-------- DATA FOR THIS TASK --------

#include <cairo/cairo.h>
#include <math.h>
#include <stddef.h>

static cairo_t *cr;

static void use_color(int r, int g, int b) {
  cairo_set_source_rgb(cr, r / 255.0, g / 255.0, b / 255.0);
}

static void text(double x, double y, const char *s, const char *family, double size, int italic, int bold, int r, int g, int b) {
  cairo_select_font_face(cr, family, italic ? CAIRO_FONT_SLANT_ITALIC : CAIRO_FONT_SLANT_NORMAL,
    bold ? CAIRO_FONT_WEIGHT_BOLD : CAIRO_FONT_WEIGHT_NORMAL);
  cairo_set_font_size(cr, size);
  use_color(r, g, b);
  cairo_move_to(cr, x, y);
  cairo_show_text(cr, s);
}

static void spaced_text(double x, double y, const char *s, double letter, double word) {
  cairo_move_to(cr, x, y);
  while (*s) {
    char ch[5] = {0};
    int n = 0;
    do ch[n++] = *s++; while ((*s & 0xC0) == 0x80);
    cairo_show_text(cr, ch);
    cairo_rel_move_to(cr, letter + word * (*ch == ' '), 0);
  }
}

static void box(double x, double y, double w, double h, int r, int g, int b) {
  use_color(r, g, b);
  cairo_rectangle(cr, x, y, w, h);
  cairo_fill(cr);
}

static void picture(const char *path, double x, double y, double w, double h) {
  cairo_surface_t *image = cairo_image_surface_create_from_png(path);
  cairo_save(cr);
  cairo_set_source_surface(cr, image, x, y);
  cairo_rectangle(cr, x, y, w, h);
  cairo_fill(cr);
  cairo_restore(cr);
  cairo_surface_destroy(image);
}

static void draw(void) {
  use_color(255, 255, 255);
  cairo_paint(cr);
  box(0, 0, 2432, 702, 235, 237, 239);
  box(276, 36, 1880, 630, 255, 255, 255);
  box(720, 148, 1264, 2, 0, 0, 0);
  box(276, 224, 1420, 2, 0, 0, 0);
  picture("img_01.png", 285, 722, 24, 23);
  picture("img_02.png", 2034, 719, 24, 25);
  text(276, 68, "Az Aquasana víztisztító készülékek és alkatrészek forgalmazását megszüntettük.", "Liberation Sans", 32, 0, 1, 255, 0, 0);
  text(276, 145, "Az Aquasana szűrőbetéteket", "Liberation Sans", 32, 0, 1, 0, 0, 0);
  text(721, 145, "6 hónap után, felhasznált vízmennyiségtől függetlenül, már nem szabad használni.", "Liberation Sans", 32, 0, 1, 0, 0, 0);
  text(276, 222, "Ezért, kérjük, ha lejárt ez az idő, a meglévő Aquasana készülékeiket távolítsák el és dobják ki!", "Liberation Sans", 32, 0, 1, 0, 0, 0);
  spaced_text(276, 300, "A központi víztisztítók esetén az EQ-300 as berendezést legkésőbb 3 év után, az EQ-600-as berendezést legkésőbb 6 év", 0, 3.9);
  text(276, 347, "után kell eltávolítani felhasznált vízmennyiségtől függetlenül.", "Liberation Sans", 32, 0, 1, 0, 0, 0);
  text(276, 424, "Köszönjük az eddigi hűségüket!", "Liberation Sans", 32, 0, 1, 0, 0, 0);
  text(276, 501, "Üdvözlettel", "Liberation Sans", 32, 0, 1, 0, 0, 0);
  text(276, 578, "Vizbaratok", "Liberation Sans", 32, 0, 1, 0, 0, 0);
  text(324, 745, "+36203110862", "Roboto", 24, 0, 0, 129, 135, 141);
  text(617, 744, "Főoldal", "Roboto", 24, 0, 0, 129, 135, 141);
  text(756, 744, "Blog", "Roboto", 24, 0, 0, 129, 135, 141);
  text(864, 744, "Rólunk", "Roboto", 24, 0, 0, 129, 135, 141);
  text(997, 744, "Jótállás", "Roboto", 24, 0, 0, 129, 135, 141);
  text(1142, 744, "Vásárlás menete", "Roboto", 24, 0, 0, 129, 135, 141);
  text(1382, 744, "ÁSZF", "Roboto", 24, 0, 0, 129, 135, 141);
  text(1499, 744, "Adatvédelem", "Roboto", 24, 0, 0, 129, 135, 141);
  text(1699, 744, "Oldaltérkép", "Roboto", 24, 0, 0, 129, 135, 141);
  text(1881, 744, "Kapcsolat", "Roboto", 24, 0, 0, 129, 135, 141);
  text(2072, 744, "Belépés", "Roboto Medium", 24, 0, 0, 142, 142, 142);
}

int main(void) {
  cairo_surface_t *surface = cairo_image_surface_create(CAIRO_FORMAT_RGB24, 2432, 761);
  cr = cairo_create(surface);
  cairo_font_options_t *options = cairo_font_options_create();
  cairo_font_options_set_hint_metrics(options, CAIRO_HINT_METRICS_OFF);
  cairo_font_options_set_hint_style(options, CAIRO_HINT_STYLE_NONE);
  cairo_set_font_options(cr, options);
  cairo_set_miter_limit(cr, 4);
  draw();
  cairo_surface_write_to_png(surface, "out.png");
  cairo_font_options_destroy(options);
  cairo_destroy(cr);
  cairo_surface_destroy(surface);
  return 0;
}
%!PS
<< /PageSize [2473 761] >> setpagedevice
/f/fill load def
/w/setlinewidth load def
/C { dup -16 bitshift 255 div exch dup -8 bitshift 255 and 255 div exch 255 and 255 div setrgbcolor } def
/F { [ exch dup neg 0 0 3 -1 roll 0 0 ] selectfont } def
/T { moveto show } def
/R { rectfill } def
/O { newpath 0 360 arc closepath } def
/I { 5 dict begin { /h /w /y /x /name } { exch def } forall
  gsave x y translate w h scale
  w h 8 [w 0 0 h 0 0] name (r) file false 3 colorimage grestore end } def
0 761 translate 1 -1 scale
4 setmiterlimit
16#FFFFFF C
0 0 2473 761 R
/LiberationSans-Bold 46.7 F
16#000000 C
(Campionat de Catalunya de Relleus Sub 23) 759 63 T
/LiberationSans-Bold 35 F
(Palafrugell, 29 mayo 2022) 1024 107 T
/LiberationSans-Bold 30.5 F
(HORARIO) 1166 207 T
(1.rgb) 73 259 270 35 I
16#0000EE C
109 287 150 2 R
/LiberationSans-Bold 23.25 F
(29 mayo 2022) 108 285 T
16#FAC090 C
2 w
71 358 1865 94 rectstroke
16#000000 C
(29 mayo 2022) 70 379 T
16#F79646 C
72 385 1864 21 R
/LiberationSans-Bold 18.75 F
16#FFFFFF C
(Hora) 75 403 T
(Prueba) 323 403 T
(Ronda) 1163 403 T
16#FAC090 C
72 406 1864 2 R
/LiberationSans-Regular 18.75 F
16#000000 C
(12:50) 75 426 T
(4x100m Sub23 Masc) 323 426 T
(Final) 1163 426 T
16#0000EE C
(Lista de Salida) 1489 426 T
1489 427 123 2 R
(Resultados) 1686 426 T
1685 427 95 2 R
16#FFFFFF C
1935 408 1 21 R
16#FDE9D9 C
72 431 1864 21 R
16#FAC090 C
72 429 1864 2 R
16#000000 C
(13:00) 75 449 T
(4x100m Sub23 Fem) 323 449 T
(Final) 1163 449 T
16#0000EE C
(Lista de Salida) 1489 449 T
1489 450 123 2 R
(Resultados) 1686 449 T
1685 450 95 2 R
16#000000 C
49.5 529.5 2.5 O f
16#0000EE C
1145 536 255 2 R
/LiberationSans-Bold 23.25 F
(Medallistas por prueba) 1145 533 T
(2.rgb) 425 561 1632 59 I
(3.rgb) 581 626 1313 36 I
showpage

--------

_REQUIRED WORK_
Return from the data every line that holds "char".

_TASK OUTPUT_
static void text(double x, double y, const char *s, const char *family, double size, int italic, int bold, int r, int g, int b) {
static void spaced_text(double x, double y, const char *s, double letter, double word) {
    char ch[5] = {0};
static void picture(const char *path, double x, double y, double w, double h) {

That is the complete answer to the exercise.